In addition to the other information in our Annual Report on Form 10-K, you should consider the risks described below that we believe may be material to investors in evaluating the Company.  This section contains forward-looking statements, and in considering these statements, you should refer to the qualifications and limitations on our forward-looking statements that are described in Forward Looking Statements at the beginning of Item 1.

We have significant exposure to real estate risk.
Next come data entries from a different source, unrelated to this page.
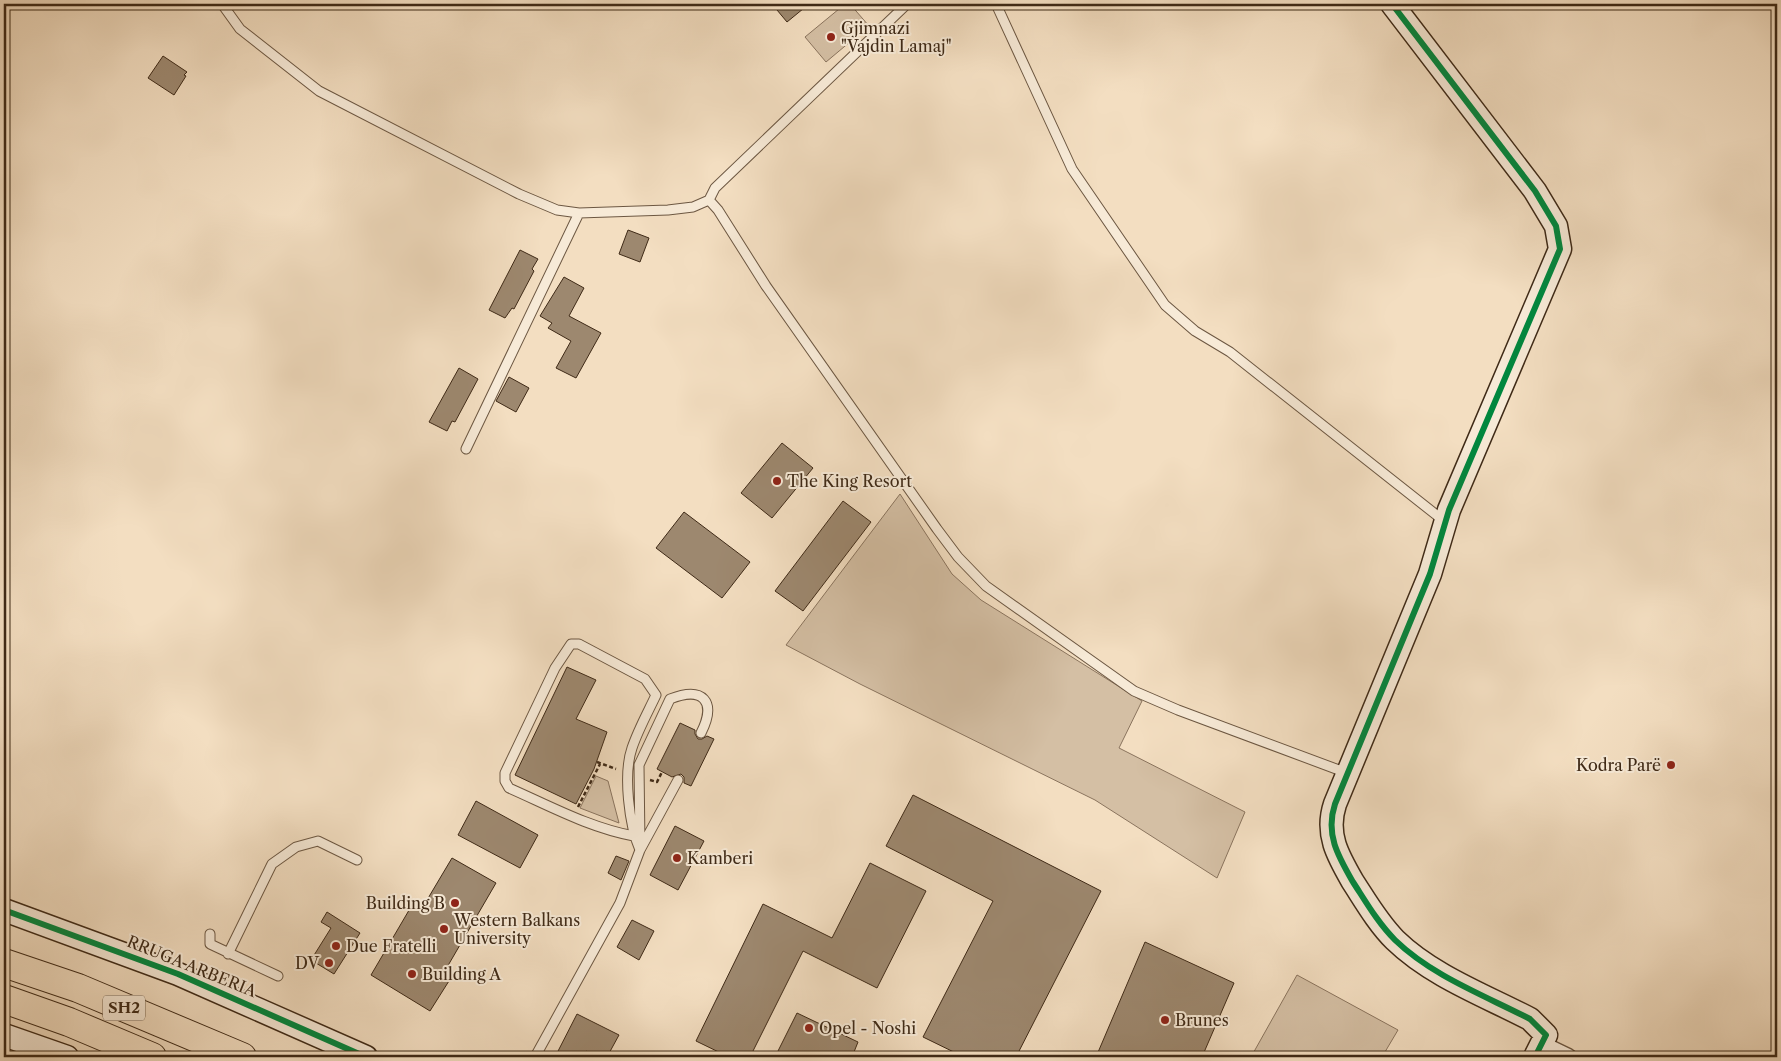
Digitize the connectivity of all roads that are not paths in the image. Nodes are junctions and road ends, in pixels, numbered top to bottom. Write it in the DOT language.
graph roads {
  1 [pos="222,4"];
  2 [pos="907,4"];
  3 [pos="996,4"];
  4 [pos="1392,4"];
  5 [pos="709,200"];
  6 [pos="579,213"];
  7 [pos="466,449"];
  8 [pos="1445,522"];
  9 [pos="701,733"];
  10 [pos="1348,773"];
  11 [pos="678,780"];
  12 [pos="634,836"];
  13 [pos="640,850"];
  14 [pos="357,860"];
  15 [pos="4,910"];
  16 [pos="210,934"];
  17 [pos="228,954"];
  18 [pos="4,962"];
  19 [pos="278,976"];
  20 [pos="4,999"];
  21 [pos="4,1035"];
  22 [pos="1538,1051"];
  23 [pos="67,1057"];
  24 [pos="152,1057"];
  25 [pos="242,1057"];
  26 [pos="366,1057"];
  27 [pos="535,1057"];
  28 [pos="1568,1057"];
  1 -- 6 [label="lane"];
  2 -- 5 [label="lane"];
  3 -- 8 [label="lane"];
  4 -- 8 [label="street"];
  5 -- 6 [label="lane"];
  5 -- 10 [label="lane"];
  6 -- 7 [label="lane"];
  8 -- 10 [label="street"];
  9 -- 13 [label="lane"];
  10 -- 22 [label="street"];
  11 -- 13 [label="lane"];
  12 -- 12 [label="lane"];
  12 -- 13 [label="lane"];
  13 -- 27 [label="lane"];
  14 -- 17 [label="lane"];
  15 -- 26 [label="street, RRUGA ARBERIA"];
  16 -- 17 [label="lane"];
  17 -- 19 [label="lane"];
  18 -- 25 [label="highway, SH2"];
  20 -- 24 [label="highway, SH2"];
  21 -- 23 [label="street"];
  22 -- 28 [label="street"];
}
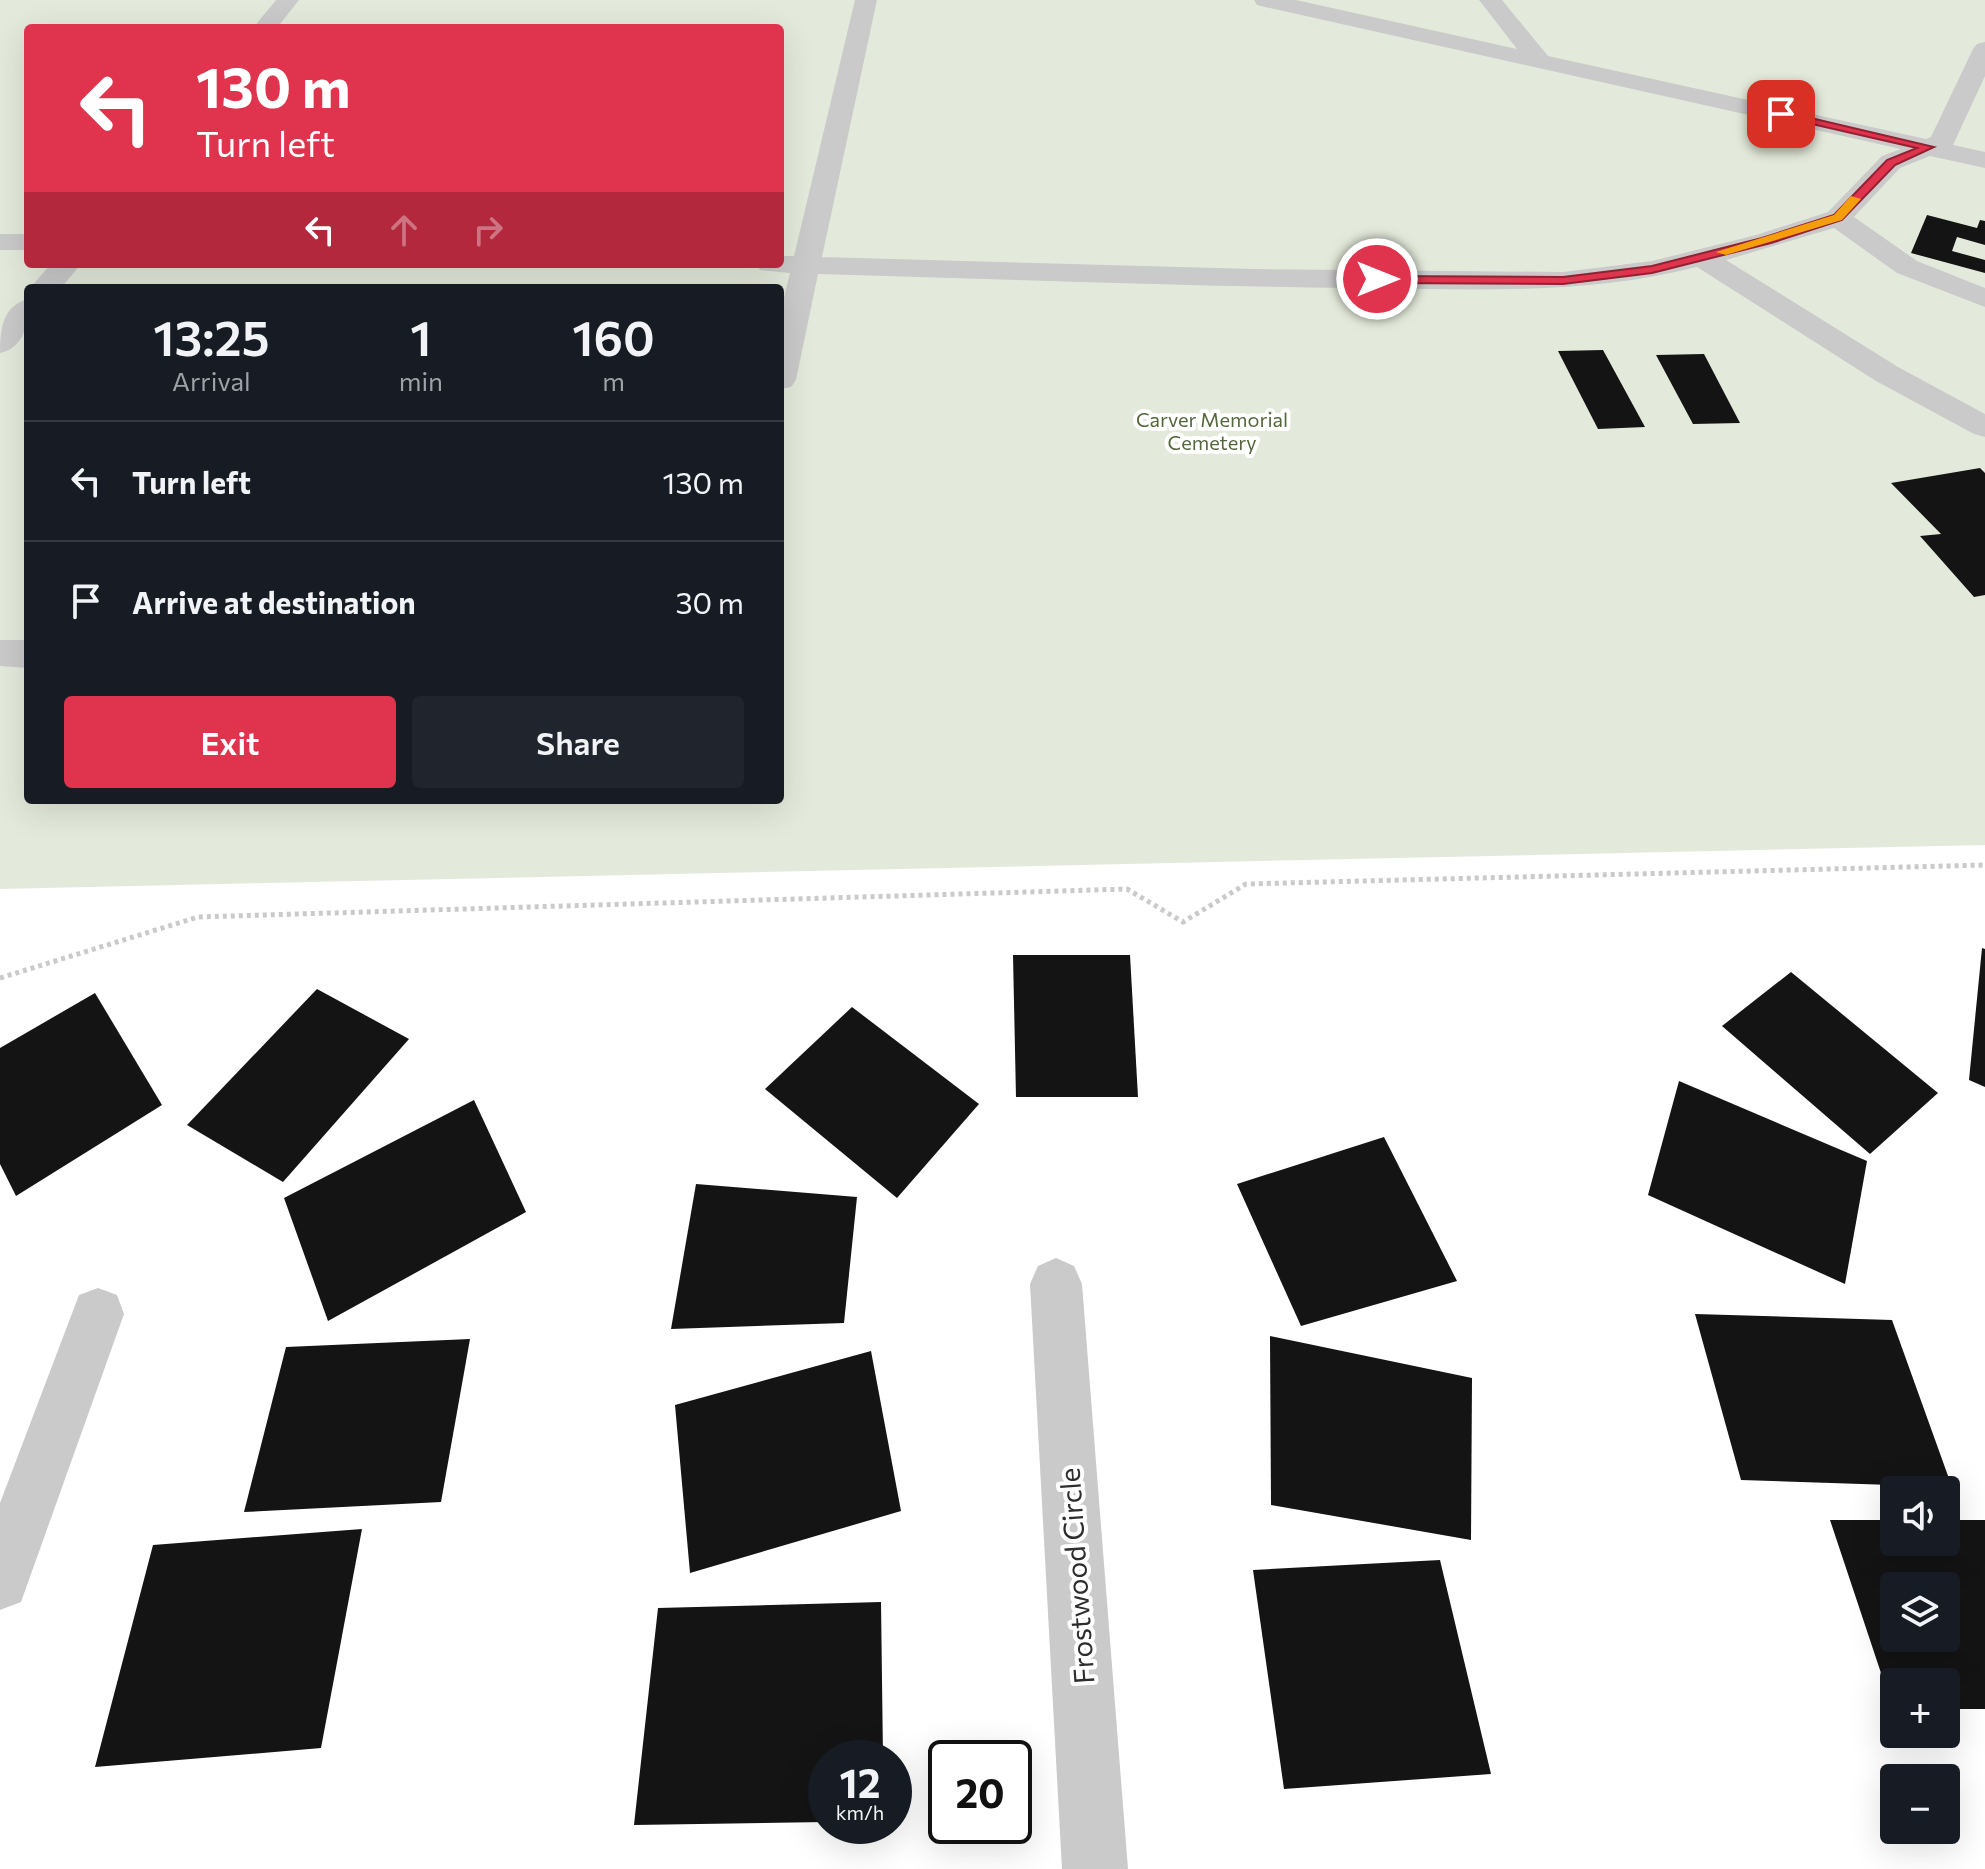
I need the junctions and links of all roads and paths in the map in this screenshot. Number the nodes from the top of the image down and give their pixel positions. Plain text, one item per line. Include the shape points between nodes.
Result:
1 (276, 0) edge
2 (288, 0) edge
3 (866, 0) edge
4 (1265, 0) edge
5 (1490, 0) edge
6 (268, 24) edge
7 (1985, 49) edge
8 (1539, 60) junction
9 (1928, 147) junction
10 (1985, 160) edge
11 (1838, 218) junction
12 (0, 242) edge
13 (24, 242) edge
14 (1701, 257) junction
15 (784, 264) edge
16 (807, 265) junction
17 (63, 268) edge
18 (49, 284) edge
19 (24, 293) edge
20 (0, 295) edge
21 (1985, 298) edge
22 (24, 313) edge
23 (0, 344) edge
24 (784, 363) edge
25 (1985, 427) edge
26 (0, 653) edge
27 (24, 654) edge
28 (1985, 865) edge
29 (0, 978) edge
30 (1056, 1284) dead end
31 (98, 1314) dead end
32 (0, 1581) edge
33 (1095, 1869) edge

1 - 2 street
2 - 6 street
3 - 16 street
4 - 8 street
5 - 8 street
7 - 9 street via 1942,142
8 - 9 street
9 - 10 street
9 - 11 street via 1891,162
11 - 14 street
11 - 21 street via 1907,267
12 - 13 street
14 - 16 street via 1652,270 1563,281
14 - 25 street via 1887,374
15 - 16 street
16 - 24 street
17 - 18 street
19 - 20 street
22 - 23 street
26 - 27 street
28 - 29 path via 1246,884 1183,922 1127,889 198,917
30 - 33 street, Frostwood Circle
31 - 32 street

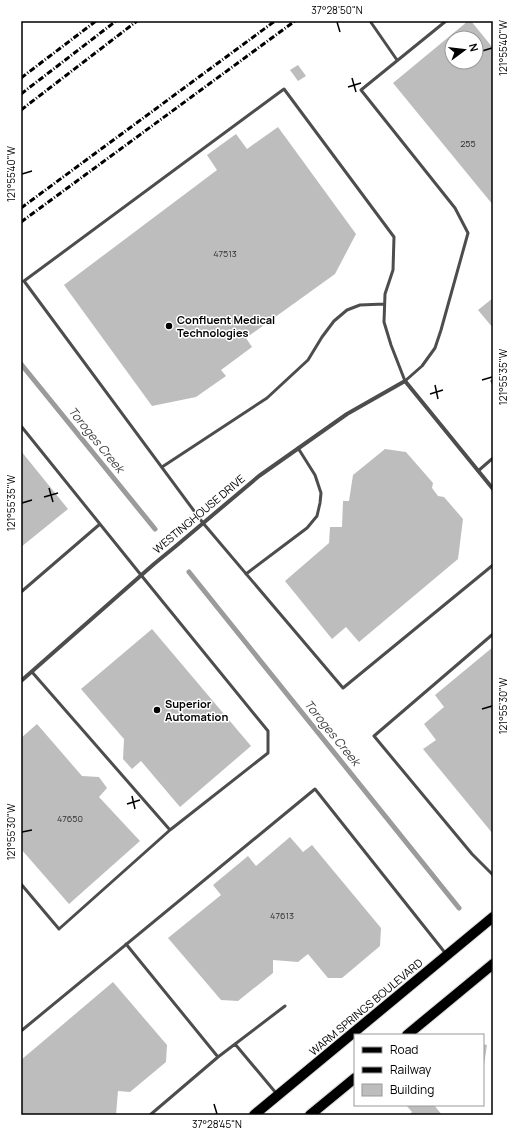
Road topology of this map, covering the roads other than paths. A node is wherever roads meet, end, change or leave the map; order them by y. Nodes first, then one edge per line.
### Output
1 (370, 21) edge
2 (446, 21) edge
3 (398, 60) junction
4 (384, 304) junction
5 (405, 381) junction
6 (21, 426) edge
7 (298, 448) junction
8 (493, 458) edge
9 (162, 467) junction
10 (478, 470) junction
11 (493, 488) edge
12 (203, 523) junction
13 (100, 524) junction
14 (493, 565) edge
15 (246, 574) junction
16 (141, 575) junction
17 (21, 592) edge
18 (493, 634) edge
19 (32, 672) junction
20 (21, 681) edge
21 (170, 830) junction
22 (493, 876) edge
23 (21, 884) edge
24 (493, 917) edge
25 (126, 944) junction
26 (447, 955) junction
27 (493, 964) edge
28 (285, 1006) dead end
29 (21, 1031) edge
30 (408, 1034) edge
31 (235, 1044) junction
32 (218, 1057) junction
33 (354, 1079) edge
34 (278, 1095) junction
35 (150, 1115) edge
36 (254, 1115) edge
37 (310, 1115) edge

1 - 3 lane
2 - 3 lane
3 - 5 lane
4 - 5 lane
4 - 9 lane
4 - 9 lane
5 - 7 street, WESTINGHOUSE DRIVE
5 - 10 street
6 - 13 lane
7 - 12 street, WESTINGHOUSE DRIVE
7 - 15 lane
8 - 10 lane
9 - 12 lane
10 - 11 street
12 - 15 lane
12 - 16 street, WESTINGHOUSE DRIVE
13 - 16 lane
13 - 17 lane
14 - 15 lane
16 - 19 street, WESTINGHOUSE DRIVE
16 - 21 lane
18 - 22 lane
19 - 20 street, WESTINGHOUSE DRIVE
19 - 21 lane
21 - 23 lane
24 - 26 main road, WARM SPRINGS BOULEVARD
25 - 26 lane
25 - 29 lane
25 - 32 lane
26 - 34 main road, WARM SPRINGS BOULEVARD
27 - 30 main road
28 - 31 lane
31 - 32 lane
31 - 34 lane
32 - 35 lane
33 - 37 main road
34 - 36 main road, WARM SPRINGS BOULEVARD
Since our business consists primarily of acquiring and operating real estate, we are subject to the risks related to the ownership and operation of real estate that can adversely impact our business and financial condition.  These risks include the following:  

Natural disasters or terrorist attacks could cause damage to our facilities, resulting in increased costs and reduced revenues.  Natural disasters, such as earthquakes, hurricanes and floods, or terrorist attacks could cause significant damage and require significant repair costs, and make facilities temporarily uninhabitable, reducing our revenues.  Damage and business interruption losses could exceed the aggregate limits of our insurance coverage.  In addition, because we self-insure a portion of our risks, losses below a certain level may not be covered by insurance.   See Note 13 to our December 31, 2013 financial statements for a description of the risks of losses that are not covered by third-party insurance contracts.  We may not have sufficient insurance coverage for losses caused by a terrorist attack, or such insurance may not be maintained, available or cost-effective.  In addition, significant natural disasters, terrorist attacks, threats of future terrorist attacks, or resulting wider armed conflicts could have negative impacts on the U.S. economy, reducing storage demand and impairing our operating results. 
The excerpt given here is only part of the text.